**Exercise description**
Restate the following entries exactly, including every line.
─── Study material
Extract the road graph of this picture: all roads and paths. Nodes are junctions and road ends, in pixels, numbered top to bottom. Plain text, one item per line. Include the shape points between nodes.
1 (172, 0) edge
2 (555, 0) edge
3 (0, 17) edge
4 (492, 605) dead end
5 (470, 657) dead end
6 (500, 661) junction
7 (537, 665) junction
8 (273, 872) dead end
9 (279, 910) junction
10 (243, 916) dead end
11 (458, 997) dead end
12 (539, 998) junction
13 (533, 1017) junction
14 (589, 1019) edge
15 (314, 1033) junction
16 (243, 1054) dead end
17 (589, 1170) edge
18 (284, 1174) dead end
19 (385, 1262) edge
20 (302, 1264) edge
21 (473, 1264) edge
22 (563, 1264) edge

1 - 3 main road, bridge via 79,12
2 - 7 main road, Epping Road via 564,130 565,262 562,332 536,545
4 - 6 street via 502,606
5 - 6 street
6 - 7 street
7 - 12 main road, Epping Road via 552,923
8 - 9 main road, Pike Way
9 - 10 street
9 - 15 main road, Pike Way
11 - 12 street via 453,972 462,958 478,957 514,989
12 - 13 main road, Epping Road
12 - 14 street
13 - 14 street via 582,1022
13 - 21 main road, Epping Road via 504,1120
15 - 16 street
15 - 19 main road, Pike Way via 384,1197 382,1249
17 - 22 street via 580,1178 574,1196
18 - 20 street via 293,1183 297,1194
──────
**Reply**
Extract the road graph of this picture: all roads and paths. Nodes are junctions and road ends, in pixels, numbered top to bottom. Plain text, one item per line. Include the shape points between nodes.
1 (172, 0) edge
2 (555, 0) edge
3 (0, 17) edge
4 (492, 605) dead end
5 (470, 657) dead end
6 (500, 661) junction
7 (537, 665) junction
8 (273, 872) dead end
9 (279, 910) junction
10 (243, 916) dead end
11 (458, 997) dead end
12 (539, 998) junction
13 (533, 1017) junction
14 (589, 1019) edge
15 (314, 1033) junction
16 (243, 1054) dead end
17 (589, 1170) edge
18 (284, 1174) dead end
19 (385, 1262) edge
20 (302, 1264) edge
21 (473, 1264) edge
22 (563, 1264) edge

1 - 3 main road, bridge via 79,12
2 - 7 main road, Epping Road via 564,130 565,262 562,332 536,545
4 - 6 street via 502,606
5 - 6 street
6 - 7 street
7 - 12 main road, Epping Road via 552,923
8 - 9 main road, Pike Way
9 - 10 street
9 - 15 main road, Pike Way
11 - 12 street via 453,972 462,958 478,957 514,989
12 - 13 main road, Epping Road
12 - 14 street
13 - 14 street via 582,1022
13 - 21 main road, Epping Road via 504,1120
15 - 16 street
15 - 19 main road, Pike Way via 384,1197 382,1249
17 - 22 street via 580,1178 574,1196
18 - 20 street via 293,1183 297,1194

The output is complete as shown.